NVIDIA advances accelerated computing and networking for supercomputing in age of artificial intelligence

At SC25 NVIDIA detailed new accelerated computing, networking and storage technologies, including BlueField-4 DPUs, Quantum-X Photonics networking and DGX Spark, aimed at scaling artificial intelligence supercomputing.

At SC25 NVIDIA presented an array of hardware and software innovations designed to drive the next phase of artificial intelligence supercomputing. Highlights included the BlueField-4 data processing unit as part of the BlueField platform to offload networking, storage and security; the compact DGX Spark system built on Grace Blackwell that delivers a petaflop of AI performance with 128GB unified memory; and NVIDIA Quantum-X Photonics InfiniBand switches that reduce power and improve resiliency for large deployments. Jensen Huang and Ian Buck framed the announcements around the demands of trillion-token models and the infrastructure required to support them.

The company introduced software and model workstreams tailored to physics and simulation.

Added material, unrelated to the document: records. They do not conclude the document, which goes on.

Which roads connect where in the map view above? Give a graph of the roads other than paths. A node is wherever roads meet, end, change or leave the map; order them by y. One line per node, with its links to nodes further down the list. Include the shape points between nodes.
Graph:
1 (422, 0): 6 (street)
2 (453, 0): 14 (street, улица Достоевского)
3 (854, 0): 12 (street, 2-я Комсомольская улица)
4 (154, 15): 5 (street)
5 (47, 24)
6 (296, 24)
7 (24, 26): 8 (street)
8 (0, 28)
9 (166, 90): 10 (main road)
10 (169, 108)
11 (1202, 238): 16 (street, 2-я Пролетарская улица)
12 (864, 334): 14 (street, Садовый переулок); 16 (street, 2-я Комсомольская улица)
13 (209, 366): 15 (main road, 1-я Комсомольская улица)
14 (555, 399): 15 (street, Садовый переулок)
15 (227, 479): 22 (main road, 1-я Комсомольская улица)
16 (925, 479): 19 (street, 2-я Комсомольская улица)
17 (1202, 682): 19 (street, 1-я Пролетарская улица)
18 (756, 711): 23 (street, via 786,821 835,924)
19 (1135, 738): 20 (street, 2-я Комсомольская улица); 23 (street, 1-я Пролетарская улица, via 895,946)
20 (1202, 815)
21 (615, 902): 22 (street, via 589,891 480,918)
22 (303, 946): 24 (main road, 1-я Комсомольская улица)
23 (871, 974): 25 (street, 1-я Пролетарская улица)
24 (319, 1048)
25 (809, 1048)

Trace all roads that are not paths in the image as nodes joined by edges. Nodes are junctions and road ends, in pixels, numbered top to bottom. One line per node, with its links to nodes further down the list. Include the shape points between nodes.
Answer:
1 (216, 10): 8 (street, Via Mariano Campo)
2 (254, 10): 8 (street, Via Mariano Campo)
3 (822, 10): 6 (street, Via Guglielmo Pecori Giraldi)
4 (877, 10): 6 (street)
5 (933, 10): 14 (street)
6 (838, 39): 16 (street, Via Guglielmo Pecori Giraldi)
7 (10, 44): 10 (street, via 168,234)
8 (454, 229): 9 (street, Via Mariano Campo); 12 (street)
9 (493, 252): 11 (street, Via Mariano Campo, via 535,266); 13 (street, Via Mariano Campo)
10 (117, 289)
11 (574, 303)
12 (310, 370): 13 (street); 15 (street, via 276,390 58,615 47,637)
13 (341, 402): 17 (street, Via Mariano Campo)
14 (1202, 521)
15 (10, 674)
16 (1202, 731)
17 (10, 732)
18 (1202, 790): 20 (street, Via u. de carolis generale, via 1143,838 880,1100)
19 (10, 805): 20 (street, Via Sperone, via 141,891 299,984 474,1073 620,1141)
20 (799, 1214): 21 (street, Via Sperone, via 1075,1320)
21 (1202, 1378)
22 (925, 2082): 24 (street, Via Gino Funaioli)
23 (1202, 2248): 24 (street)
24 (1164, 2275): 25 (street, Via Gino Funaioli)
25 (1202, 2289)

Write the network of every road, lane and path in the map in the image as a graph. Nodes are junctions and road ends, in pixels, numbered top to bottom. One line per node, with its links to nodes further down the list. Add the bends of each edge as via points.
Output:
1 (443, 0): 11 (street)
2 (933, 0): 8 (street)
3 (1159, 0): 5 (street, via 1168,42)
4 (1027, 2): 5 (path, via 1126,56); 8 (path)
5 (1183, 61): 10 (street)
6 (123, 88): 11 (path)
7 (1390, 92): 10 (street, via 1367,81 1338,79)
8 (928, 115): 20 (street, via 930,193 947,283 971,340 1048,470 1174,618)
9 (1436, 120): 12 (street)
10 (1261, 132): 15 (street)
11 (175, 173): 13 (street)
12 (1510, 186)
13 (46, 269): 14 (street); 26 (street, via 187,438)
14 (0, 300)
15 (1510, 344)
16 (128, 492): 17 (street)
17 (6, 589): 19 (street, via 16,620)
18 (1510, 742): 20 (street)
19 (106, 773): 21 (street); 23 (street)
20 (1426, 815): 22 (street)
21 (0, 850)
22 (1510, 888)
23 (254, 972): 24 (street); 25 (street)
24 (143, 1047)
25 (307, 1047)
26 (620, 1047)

NVIDIA Apollo is an open model family for artificial intelligence physics providing pretrained checkpoints and reference workflows for fields such as computational fluid dynamics, electromagnetics and materials. NVIDIA Warp, an open-source Python framework, targets GPU-accelerated physics and simulation workflows with performance comparable to native CUDA, enabling integration with PyTorch, JAX, NVIDIA PhysicsNeMo and Omniverse. Industry partners including Siemens, Luminary Cloud and others were cited as early adopters of these tools.

Networking and storage advances were prominent. BlueField-4 combines a 64-core Grace CPU with ConnectX-9 networking and NVIDIA DOCA microservices to enable multi-tenant, zero-trust, software-defined data centers. Storage vendors DDN, VAST Data and WEKA are adopting BlueField-4 to run storage services on the DPU. NVIDIA Quantum-X Photonics switches and the Quantum-X800 platform promise higher throughput, 3.5x better power efficiency and improved resiliency by integrating optics on the switch. TACC, Lambda and CoreWeave plan early integrations.

Bridging classical and quantum compute, NVQLink was shown as a universal interconnect linking NVIDIA GPUs to quantum processors and enabling CUDA-Q workflows. Quantinuum’s Helios QPU integration achieved real-time qLDPC decoding with about 99% fidelity versus 95% without correction and 60 microsecond reaction times. Partnerships and regional deployments were described, including new RIKEN GPU-accelerated supercomputers for Japan and Arm’s adoption of NVLink Fusion to extend coherent, high-bandwidth interconnects for Arm Neoverse servers. NVIDIA also outlined the Domain Power Service and Omniverse DSX integrations to orchestrate energy use for large artificial intelligence facilities.